→ **Exercise**
Every entry is to be returned exactly as it stands; the pictures are to be dropped.

BEGIN

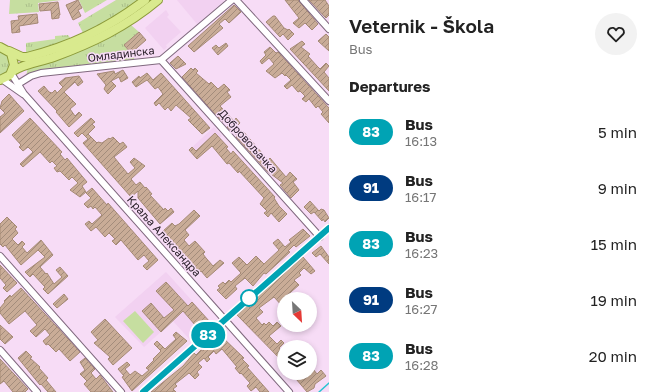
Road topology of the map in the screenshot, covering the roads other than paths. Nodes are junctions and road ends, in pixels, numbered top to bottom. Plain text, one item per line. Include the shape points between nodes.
1 (145, 0) edge
2 (158, 0) edge
3 (232, 0) edge
4 (236, 0) edge
5 (303, 0) edge
6 (329, 29) edge
7 (3, 47) edge
8 (160, 60) junction
9 (12, 72) junction
10 (1, 81) edge
11 (18, 84) junction
12 (24, 94) junction
13 (329, 101) edge
14 (329, 228) edge
15 (320, 236) junction
16 (0, 256) edge
17 (225, 319) junction
18 (0, 350) edge
19 (37, 392) edge
20 (121, 392) edge
21 (143, 392) edge
22 (289, 392) edge

1 - 7 main road via 111,24 76,42 27,57
2 - 9 main road via 133,20 93,42
3 - 8 street, Омладинска
4 - 13 street
5 - 6 street
7 - 9 main road via 14,59
8 - 11 street, Омладинска via 41,73
8 - 15 street, Добровољачка
9 - 10 main road
9 - 11 street
10 - 12 street
11 - 12 street
12 - 17 street, Краља Александра
14 - 15 street
15 - 17 street
16 - 20 street
17 - 21 street
17 - 22 street, Краља Александра
18 - 19 street

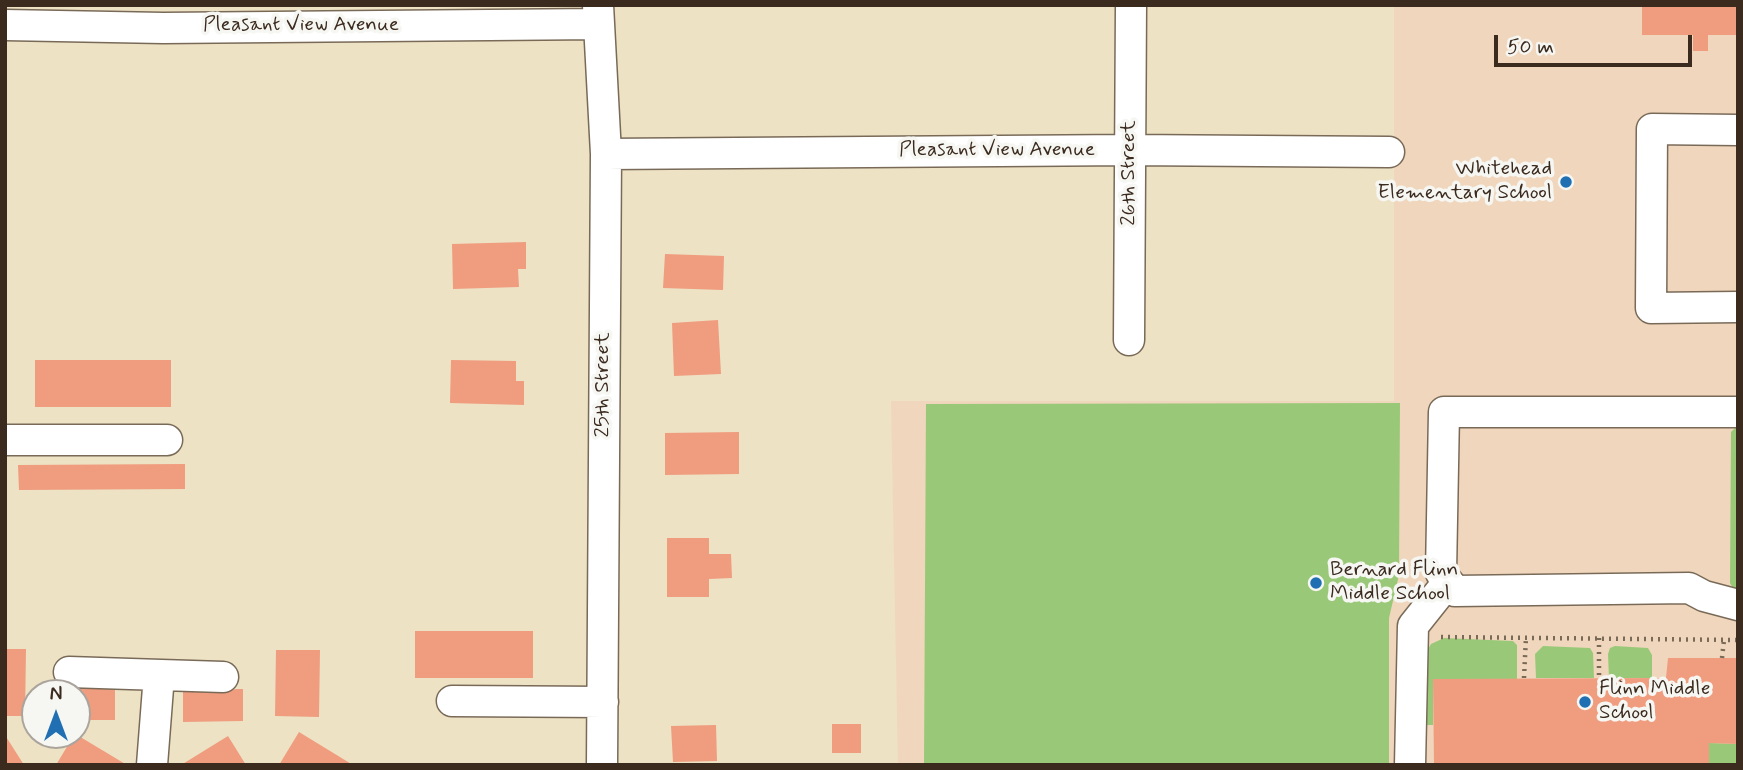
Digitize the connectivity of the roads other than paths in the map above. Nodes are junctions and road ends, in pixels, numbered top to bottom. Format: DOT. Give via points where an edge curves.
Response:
graph roads {
  1 [pos="1130,5"];
  2 [pos="598,15"];
  3 [pos="163,16"];
  4 [pos="5,25"];
  5 [pos="1738,130"];
  6 [pos="1130,150"];
  7 [pos="1388,152"];
  8 [pos="606,154"];
  9 [pos="1732,307"];
  10 [pos="1129,340"];
  11 [pos="1738,412"];
  12 [pos="5,440"];
  13 [pos="167,440"];
  14 [pos="1448,582"];
  15 [pos="1738,605"];
  16 [pos="69,672"];
  17 [pos="159,675"];
  18 [pos="223,677"];
  19 [pos="452,701"];
  20 [pos="603,702"];
  21 [pos="152,765"];
  22 [pos="602,765"];
  23 [pos="1410,765"];
  1 -- 6 [label="street, 26th Street"];
  2 -- 3 [label="street, Pleasant View Avenue"];
  2 -- 8 [label="street, 25th Street"];
  3 -- 4 [label="street, Pleasant View Avenue"];
  5 -- 9 [label="street" via="1652,129 1651,308"];
  6 -- 7 [label="street, Pleasant View Avenue"];
  6 -- 8 [label="street, Pleasant View Avenue"];
  6 -- 10 [label="street, 26th Street"];
  8 -- 20 [label="street, 25th Street"];
  11 -- 14 [label="street" via="1444,412 1441,573"];
  12 -- 13 [label="street"];
  14 -- 15 [label="street" via="1455,591 1689,588"];
  14 -- 23 [label="street" via="1413,626"];
  16 -- 17 [label="street"];
  17 -- 18 [label="street"];
  17 -- 21 [label="street"];
  19 -- 20 [label="street"];
  20 -- 22 [label="street, 25th Street"];
}
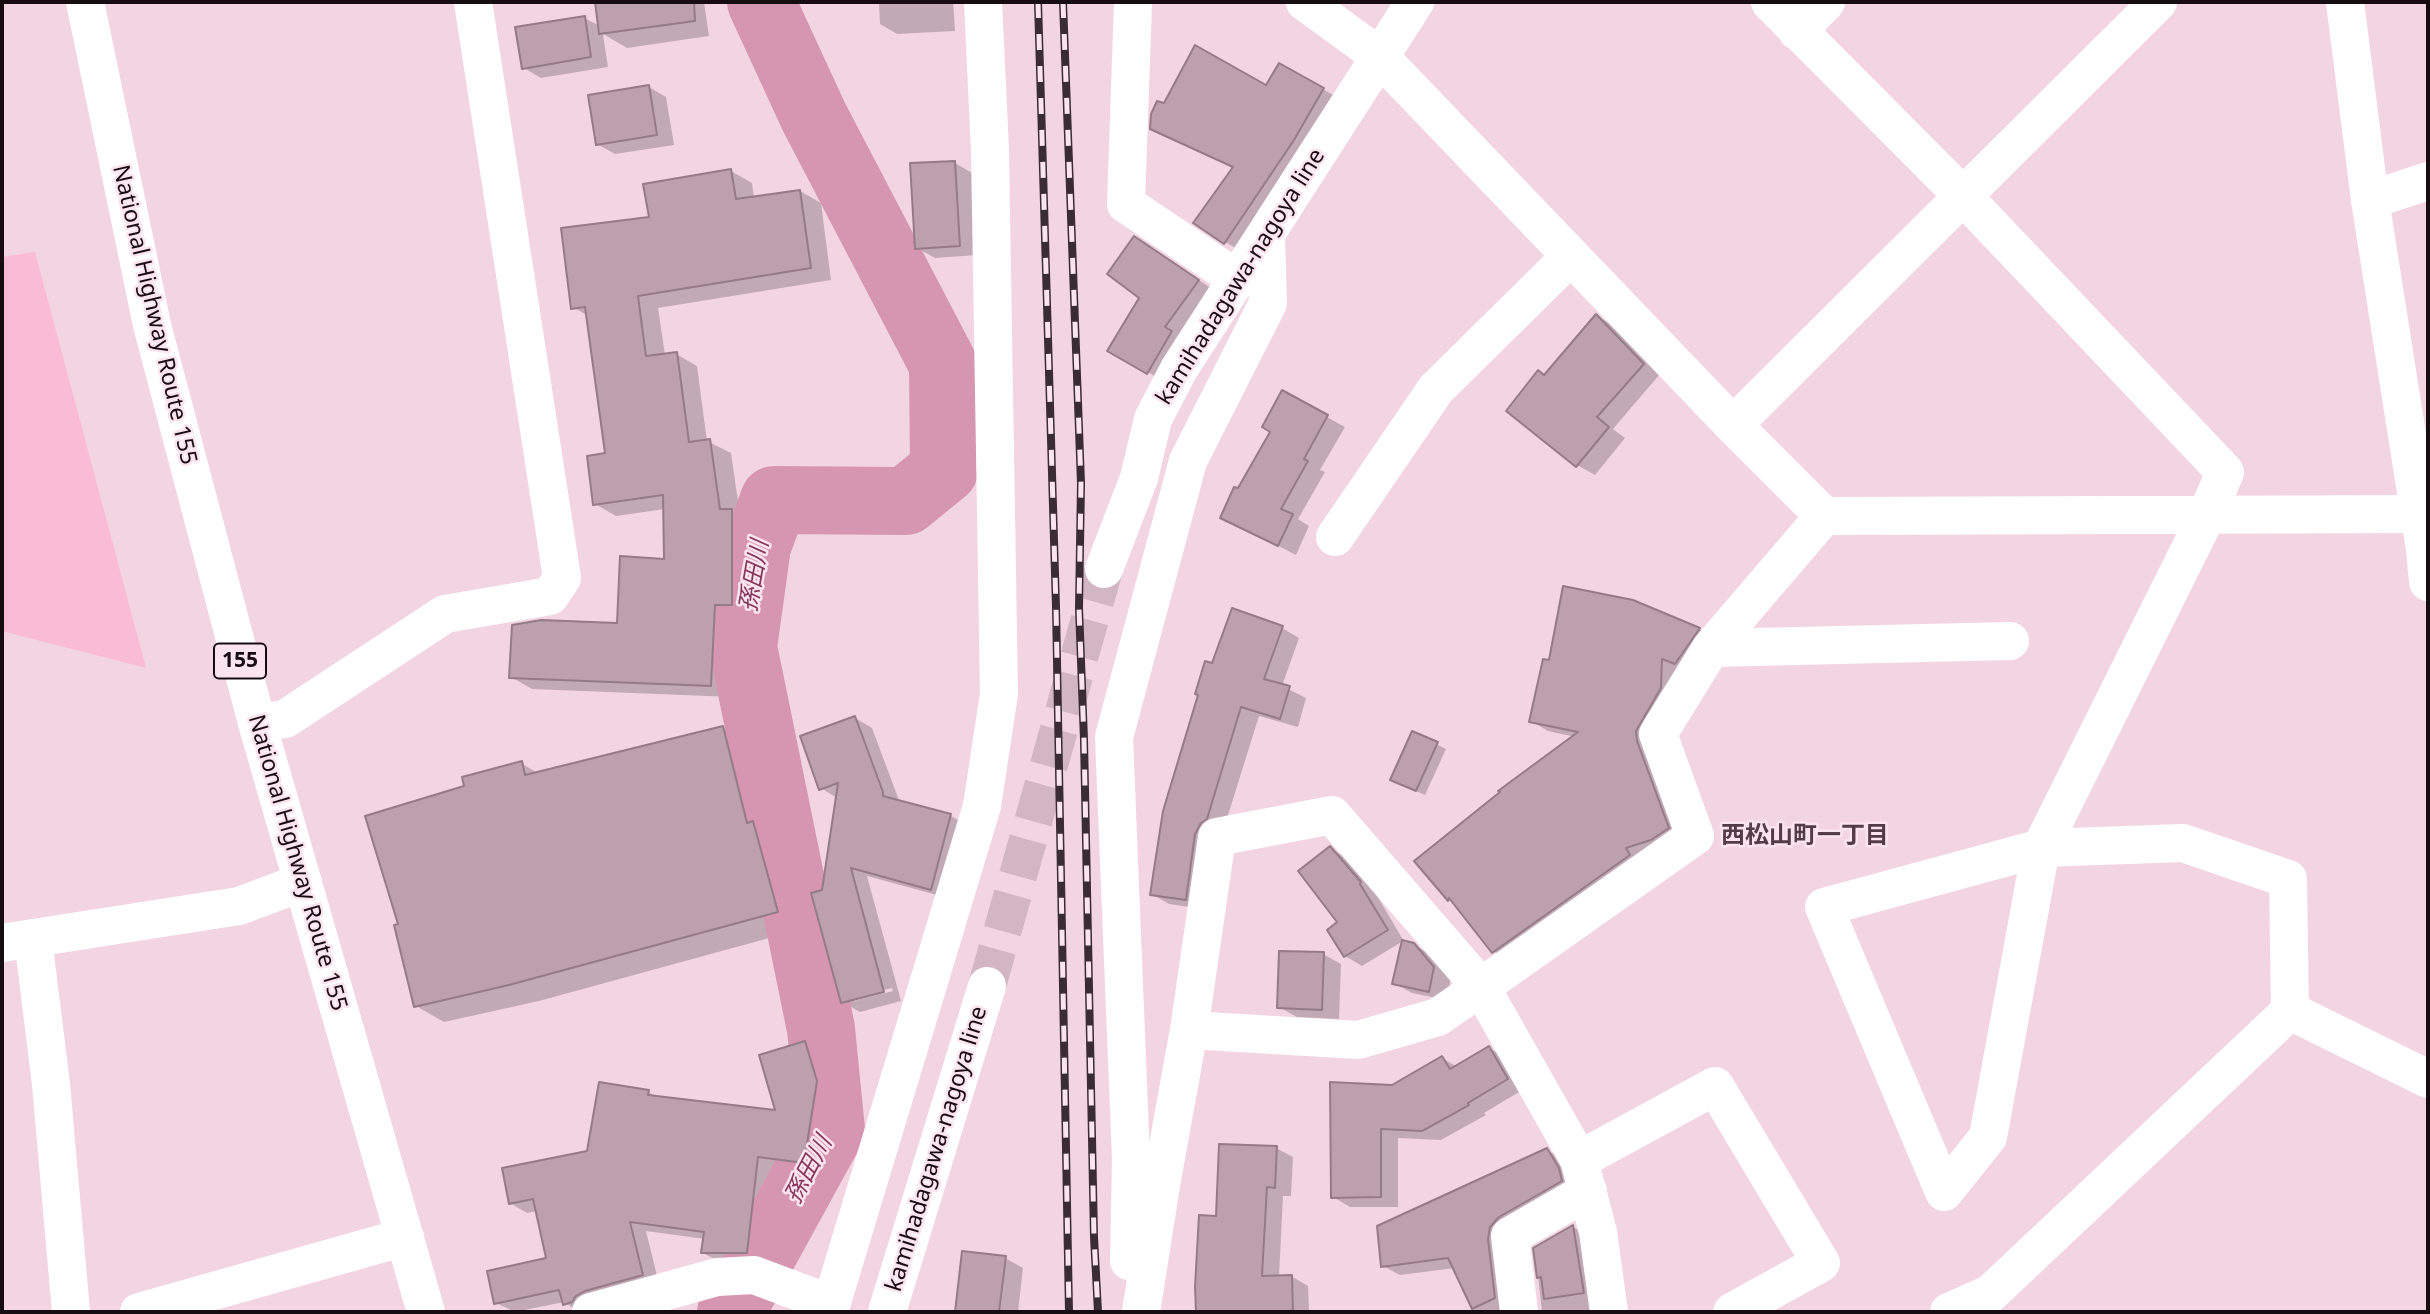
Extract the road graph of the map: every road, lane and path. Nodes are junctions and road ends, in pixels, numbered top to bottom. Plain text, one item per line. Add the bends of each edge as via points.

END

→ **Solution below**
Road topology of the map in the screenshot, covering the roads other than paths. Nodes are junctions and road ends, in pixels, numbered top to bottom. Plain text, one item per line. Include the shape points between nodes.
1 (145, 0) edge
2 (158, 0) edge
3 (232, 0) edge
4 (236, 0) edge
5 (303, 0) edge
6 (329, 29) edge
7 (3, 47) edge
8 (160, 60) junction
9 (12, 72) junction
10 (1, 81) edge
11 (18, 84) junction
12 (24, 94) junction
13 (329, 101) edge
14 (329, 228) edge
15 (320, 236) junction
16 (0, 256) edge
17 (225, 319) junction
18 (0, 350) edge
19 (37, 392) edge
20 (121, 392) edge
21 (143, 392) edge
22 (289, 392) edge

1 - 7 main road via 111,24 76,42 27,57
2 - 9 main road via 133,20 93,42
3 - 8 street, Омладинска
4 - 13 street
5 - 6 street
7 - 9 main road via 14,59
8 - 11 street, Омладинска via 41,73
8 - 15 street, Добровољачка
9 - 10 main road
9 - 11 street
10 - 12 street
11 - 12 street
12 - 17 street, Краља Александра
14 - 15 street
15 - 17 street
16 - 20 street
17 - 21 street
17 - 22 street, Краља Александра
18 - 19 street

Digitize the connectivity of the roads other than paths in the map above. Nodes are junctions and road ends, in pixels, numbered top to bottom. Format: DOT. Give via points where an edge curves.
Response:
graph roads {
  1 [pos="1130,5"];
  2 [pos="598,15"];
  3 [pos="163,16"];
  4 [pos="5,25"];
  5 [pos="1738,130"];
  6 [pos="1130,150"];
  7 [pos="1388,152"];
  8 [pos="606,154"];
  9 [pos="1732,307"];
  10 [pos="1129,340"];
  11 [pos="1738,412"];
  12 [pos="5,440"];
  13 [pos="167,440"];
  14 [pos="1448,582"];
  15 [pos="1738,605"];
  16 [pos="69,672"];
  17 [pos="159,675"];
  18 [pos="223,677"];
  19 [pos="452,701"];
  20 [pos="603,702"];
  21 [pos="152,765"];
  22 [pos="602,765"];
  23 [pos="1410,765"];
  1 -- 6 [label="street, 26th Street"];
  2 -- 3 [label="street, Pleasant View Avenue"];
  2 -- 8 [label="street, 25th Street"];
  3 -- 4 [label="street, Pleasant View Avenue"];
  5 -- 9 [label="street" via="1652,129 1651,308"];
  6 -- 7 [label="street, Pleasant View Avenue"];
  6 -- 8 [label="street, Pleasant View Avenue"];
  6 -- 10 [label="street, 26th Street"];
  8 -- 20 [label="street, 25th Street"];
  11 -- 14 [label="street" via="1444,412 1441,573"];
  12 -- 13 [label="street"];
  14 -- 15 [label="street" via="1455,591 1689,588"];
  14 -- 23 [label="street" via="1413,626"];
  16 -- 17 [label="street"];
  17 -- 18 [label="street"];
  17 -- 21 [label="street"];
  19 -- 20 [label="street"];
  20 -- 22 [label="street, 25th Street"];
}
Extract the road graph of the map: every road, lane and path. Nodes are junctions and road ends, in pixels, numbered top to bottom. Plain text, one item per line. Add the bends of each edge as via points.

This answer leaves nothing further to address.